8-K 1 d318968d8k.htm FORM 8-K Form 8-K

 

 

SECURITIES AND EXCHANGE COMMISSION

Washington, DC 20549

 

 

FORM 8-K

 

 

Current Report

pursuant to Section 13 or 15(d) of the

Securities Exchange Act of 1934

Date of Report (Date of earliest event reported) March 16, 2012

 

 

TRAILER BRIDGE, INC.

(Exact name of registrant as specified in its charter)

 

 

 

Delaware   000-22837   13-3617986

(State or other jurisdiction

of incorporation)

 

(Commission

File Number)

 

(IRS Employer

Identification No.)

10405 New Berlin Road East

Jacksonville, Florida

  32226
(Address of principal executive offices)   (Zip Code)
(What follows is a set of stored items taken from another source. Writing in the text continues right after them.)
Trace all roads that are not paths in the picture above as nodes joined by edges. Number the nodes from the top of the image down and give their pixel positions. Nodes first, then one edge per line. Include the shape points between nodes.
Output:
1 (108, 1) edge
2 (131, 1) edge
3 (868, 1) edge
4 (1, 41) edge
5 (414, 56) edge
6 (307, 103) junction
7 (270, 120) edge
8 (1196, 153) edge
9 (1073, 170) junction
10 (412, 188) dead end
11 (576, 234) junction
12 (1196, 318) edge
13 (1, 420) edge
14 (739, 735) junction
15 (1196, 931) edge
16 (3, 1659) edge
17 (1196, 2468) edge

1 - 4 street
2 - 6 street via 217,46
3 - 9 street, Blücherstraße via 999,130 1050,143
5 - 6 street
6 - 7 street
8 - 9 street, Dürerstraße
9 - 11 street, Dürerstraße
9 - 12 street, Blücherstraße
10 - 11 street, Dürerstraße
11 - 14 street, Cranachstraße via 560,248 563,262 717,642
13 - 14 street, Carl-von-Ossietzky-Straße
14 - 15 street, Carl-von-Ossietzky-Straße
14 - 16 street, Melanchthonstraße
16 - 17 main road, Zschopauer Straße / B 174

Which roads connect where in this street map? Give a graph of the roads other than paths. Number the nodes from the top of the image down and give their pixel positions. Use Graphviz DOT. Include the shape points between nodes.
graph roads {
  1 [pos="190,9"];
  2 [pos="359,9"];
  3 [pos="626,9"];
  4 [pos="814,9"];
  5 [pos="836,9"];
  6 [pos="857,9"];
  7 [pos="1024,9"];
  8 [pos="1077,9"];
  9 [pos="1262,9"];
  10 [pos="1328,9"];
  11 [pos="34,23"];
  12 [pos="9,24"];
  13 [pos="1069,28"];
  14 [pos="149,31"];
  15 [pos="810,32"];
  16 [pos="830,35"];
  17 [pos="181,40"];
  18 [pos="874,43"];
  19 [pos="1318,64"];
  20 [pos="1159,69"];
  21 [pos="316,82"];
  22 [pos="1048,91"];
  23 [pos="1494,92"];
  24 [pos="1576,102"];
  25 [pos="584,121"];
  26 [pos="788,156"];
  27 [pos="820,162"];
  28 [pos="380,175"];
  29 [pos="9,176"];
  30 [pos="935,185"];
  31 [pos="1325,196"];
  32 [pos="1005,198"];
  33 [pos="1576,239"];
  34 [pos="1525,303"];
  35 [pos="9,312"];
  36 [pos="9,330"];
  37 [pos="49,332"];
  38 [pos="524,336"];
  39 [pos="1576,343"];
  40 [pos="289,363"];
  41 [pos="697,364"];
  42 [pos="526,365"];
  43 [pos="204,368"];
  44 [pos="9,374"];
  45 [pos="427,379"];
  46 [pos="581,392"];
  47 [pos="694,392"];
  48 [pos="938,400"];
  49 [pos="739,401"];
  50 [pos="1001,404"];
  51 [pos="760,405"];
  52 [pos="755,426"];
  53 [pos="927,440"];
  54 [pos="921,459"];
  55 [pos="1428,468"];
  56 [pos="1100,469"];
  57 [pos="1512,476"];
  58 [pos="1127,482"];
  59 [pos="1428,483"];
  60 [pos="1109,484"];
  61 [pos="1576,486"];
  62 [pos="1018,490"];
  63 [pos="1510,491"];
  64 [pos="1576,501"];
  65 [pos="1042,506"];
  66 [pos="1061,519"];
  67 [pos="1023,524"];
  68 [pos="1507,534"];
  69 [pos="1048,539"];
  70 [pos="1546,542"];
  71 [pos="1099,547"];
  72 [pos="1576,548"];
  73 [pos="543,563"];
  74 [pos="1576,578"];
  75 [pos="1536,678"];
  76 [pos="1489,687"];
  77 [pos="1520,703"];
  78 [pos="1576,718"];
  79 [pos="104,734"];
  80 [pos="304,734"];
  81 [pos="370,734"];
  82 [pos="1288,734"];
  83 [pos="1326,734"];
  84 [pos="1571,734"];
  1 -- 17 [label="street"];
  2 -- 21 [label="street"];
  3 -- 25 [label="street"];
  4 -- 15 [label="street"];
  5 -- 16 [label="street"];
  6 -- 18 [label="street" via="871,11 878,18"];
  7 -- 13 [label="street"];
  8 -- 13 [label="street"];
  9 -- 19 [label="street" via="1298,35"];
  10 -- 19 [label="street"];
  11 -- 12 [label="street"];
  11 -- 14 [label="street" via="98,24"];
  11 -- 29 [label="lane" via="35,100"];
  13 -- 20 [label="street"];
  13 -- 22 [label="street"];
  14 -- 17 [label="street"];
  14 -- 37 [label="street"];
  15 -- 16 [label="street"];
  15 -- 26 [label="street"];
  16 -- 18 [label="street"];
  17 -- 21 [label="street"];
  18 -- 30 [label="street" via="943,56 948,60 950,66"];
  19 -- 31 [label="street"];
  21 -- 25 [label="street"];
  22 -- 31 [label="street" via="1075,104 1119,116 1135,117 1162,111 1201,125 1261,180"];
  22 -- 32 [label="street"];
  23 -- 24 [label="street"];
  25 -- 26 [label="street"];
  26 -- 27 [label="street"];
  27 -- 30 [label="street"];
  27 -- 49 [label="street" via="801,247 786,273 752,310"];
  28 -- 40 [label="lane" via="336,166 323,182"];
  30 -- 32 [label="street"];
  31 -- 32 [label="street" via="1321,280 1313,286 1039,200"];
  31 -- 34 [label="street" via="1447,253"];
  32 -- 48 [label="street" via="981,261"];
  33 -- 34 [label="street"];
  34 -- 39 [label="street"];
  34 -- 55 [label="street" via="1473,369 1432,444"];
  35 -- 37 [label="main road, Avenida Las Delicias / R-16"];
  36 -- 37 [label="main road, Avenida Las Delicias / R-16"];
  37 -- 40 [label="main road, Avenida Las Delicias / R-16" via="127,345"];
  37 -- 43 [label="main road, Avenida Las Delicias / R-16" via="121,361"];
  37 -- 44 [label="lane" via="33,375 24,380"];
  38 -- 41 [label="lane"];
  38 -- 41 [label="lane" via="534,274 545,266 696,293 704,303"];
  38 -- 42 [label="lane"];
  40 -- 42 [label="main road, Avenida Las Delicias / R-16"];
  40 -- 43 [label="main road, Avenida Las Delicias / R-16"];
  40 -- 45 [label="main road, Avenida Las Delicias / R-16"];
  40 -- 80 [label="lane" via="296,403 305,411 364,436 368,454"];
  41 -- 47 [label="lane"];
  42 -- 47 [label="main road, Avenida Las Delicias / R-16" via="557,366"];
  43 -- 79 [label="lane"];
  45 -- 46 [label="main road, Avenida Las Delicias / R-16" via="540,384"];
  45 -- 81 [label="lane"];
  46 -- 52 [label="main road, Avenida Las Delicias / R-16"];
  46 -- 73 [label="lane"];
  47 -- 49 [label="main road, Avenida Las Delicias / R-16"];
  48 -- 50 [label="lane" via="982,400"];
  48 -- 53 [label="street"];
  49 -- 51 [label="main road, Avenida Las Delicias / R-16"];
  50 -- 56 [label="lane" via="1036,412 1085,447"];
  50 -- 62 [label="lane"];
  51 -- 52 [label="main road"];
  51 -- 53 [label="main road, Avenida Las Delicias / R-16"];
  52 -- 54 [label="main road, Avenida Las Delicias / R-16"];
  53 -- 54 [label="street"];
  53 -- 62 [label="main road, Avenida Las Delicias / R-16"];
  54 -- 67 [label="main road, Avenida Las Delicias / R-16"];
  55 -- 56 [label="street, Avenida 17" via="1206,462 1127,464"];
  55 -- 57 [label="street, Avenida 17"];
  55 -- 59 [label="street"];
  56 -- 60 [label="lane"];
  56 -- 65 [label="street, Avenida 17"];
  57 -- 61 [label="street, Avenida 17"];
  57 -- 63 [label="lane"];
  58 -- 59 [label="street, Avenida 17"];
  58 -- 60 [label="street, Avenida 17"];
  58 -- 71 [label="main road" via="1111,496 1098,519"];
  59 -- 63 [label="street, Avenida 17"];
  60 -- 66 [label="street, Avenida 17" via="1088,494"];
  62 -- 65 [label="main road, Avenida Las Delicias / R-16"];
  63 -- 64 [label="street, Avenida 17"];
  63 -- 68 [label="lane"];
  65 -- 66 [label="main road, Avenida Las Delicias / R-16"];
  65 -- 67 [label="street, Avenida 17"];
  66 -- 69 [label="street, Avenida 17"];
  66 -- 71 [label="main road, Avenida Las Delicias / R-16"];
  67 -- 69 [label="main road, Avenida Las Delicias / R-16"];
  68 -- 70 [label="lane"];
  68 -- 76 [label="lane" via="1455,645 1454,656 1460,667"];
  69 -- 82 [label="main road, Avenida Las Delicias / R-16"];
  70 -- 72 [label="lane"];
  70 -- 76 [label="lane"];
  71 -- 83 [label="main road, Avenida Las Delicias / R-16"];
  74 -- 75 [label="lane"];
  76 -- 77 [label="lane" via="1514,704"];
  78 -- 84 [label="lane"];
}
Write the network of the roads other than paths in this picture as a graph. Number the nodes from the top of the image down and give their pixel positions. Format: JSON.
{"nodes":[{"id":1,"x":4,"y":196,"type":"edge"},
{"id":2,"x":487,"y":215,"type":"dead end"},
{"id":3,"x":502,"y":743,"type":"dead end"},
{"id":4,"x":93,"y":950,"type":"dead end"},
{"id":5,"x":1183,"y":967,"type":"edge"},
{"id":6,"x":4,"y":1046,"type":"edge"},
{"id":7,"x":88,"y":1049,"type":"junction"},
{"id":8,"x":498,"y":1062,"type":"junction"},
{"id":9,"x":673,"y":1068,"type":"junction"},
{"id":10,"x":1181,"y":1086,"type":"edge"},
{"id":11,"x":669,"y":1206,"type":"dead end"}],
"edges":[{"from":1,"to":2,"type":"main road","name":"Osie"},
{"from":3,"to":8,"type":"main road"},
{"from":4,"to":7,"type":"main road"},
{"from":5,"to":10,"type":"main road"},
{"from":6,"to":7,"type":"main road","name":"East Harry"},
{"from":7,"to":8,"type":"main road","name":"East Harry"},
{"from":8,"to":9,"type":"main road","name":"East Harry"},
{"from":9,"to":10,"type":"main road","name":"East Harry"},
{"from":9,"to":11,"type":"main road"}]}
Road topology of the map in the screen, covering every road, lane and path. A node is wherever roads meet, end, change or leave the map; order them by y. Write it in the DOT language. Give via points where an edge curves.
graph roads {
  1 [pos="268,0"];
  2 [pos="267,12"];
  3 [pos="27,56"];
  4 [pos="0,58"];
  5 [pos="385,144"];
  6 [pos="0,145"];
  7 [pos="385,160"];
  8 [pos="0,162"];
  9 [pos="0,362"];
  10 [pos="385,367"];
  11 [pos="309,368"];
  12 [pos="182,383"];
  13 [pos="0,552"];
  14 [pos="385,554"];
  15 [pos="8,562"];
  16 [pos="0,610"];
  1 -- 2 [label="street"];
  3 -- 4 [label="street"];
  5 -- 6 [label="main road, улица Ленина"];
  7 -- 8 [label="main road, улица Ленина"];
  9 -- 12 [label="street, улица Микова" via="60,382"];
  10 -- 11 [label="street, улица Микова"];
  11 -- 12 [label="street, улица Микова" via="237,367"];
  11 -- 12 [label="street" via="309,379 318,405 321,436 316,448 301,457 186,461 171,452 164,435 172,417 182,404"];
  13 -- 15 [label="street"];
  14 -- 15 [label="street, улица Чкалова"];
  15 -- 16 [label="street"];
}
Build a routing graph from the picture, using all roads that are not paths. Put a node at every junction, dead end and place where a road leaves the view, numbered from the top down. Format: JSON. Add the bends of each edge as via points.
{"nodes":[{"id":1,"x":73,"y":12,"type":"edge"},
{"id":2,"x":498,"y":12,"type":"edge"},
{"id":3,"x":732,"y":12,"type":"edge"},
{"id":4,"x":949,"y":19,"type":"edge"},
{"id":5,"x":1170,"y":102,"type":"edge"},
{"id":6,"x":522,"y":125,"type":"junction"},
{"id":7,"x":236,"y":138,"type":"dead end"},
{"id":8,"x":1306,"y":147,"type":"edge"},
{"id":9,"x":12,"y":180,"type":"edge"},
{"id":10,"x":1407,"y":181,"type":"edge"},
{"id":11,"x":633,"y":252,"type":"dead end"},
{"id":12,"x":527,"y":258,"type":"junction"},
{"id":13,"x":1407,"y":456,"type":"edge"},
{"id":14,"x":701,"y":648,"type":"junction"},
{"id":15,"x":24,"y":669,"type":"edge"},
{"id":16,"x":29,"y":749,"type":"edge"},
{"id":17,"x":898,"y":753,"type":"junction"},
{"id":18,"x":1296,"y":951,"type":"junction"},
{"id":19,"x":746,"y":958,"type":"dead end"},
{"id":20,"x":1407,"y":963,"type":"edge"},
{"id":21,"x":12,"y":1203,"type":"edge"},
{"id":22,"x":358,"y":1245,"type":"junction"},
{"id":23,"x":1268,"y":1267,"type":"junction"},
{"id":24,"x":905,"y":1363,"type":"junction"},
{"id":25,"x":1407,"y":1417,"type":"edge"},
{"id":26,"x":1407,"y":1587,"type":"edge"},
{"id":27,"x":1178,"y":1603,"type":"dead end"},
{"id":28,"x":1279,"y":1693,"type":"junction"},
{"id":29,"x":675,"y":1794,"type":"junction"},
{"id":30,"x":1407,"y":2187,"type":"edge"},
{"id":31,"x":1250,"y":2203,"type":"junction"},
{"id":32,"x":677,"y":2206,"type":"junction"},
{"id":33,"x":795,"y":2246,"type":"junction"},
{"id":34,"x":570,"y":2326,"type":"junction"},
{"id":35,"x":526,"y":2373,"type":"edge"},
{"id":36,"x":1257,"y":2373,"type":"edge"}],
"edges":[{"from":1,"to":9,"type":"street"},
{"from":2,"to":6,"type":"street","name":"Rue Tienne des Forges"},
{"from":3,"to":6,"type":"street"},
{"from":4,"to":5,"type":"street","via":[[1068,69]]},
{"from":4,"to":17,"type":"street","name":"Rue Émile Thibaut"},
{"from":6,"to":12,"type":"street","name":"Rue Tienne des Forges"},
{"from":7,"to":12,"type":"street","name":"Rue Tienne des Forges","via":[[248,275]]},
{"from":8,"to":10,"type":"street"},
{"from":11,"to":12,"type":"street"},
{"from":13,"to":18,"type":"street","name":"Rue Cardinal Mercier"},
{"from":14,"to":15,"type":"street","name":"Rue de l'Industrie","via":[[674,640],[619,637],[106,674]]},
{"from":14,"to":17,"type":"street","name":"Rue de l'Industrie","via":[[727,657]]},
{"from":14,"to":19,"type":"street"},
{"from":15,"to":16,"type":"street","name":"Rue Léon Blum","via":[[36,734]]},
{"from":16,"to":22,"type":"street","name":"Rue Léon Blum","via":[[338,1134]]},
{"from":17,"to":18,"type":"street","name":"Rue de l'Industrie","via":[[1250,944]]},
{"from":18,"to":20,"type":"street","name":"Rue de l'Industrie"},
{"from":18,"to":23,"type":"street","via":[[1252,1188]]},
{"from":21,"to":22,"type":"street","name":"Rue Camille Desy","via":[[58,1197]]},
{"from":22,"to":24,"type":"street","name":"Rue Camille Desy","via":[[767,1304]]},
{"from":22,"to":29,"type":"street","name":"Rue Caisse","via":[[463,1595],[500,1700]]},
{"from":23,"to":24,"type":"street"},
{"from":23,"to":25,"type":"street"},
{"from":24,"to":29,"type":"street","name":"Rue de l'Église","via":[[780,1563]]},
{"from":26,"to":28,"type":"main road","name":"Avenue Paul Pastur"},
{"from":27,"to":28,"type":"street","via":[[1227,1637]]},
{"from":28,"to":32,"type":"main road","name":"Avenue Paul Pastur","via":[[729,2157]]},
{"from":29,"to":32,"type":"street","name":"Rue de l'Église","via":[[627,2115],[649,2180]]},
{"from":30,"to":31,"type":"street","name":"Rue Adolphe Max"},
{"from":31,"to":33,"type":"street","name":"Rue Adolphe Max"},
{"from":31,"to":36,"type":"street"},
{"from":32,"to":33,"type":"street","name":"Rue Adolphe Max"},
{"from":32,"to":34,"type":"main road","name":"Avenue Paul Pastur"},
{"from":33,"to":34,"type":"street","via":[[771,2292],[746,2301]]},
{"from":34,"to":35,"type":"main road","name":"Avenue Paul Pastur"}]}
Registrant’s telephone number including area code: (904) 751-7100

Not Applicable

(Former name or former address, if changed since last report)

 

 

Check the appropriate box below if the Form 8-K filing is intended to simultaneously satisfy the filing obligation of the registrant under any of the following provisions:

 

¨ Written communications pursuant to Rule 425 under the Securities Act (17 CFR 230.425)

 

¨ Soliciting material pursuant to Rule 14a-12 under the Exchange Act (17 CFR 240.14a-12)

 

¨ Pre-commencement communications pursuant to Rule 14d-2(b) under the Exchange Act (17 CFR 240.14d-2(b))

 

¨ Pre-commencement communications pursuant to Rule 13e-4(c) under the Exchange Act (17 CFR 240.13e-4(c))

 

 

 


Item 1.03. Bankruptcy or Receivership.

Confirmation of Plan of Reorganization

As previously disclosed, on November 16, 2011, Trailer Bridge, Inc., a Delaware corporation (the “Company”), filed a voluntary petition in the United States Bankruptcy Court for the Middle District of Florida (Case No. 3:11-bk-08348) seeking relief under the provisions of Chapter 11 of the United States Bankruptcy Code (the “Bankruptcy Code”). On March 16, 2012, the Court confirmed the Company’s second amended plan of reorganization for Trailer Bridge, Inc. (the “Amended Plan”), which was filed with the Bankruptcy Court on March 14, 2012. The Amended Plan provides for the consummation of certain restructuring transactions and the treatment of claims and equity interests against or with respect to the Debtor, as set forth below. The Amended Plan provides that all existing shares of common stock will be cancelled on the effective date of the plan and new shares of common stock will be issued as set forth below.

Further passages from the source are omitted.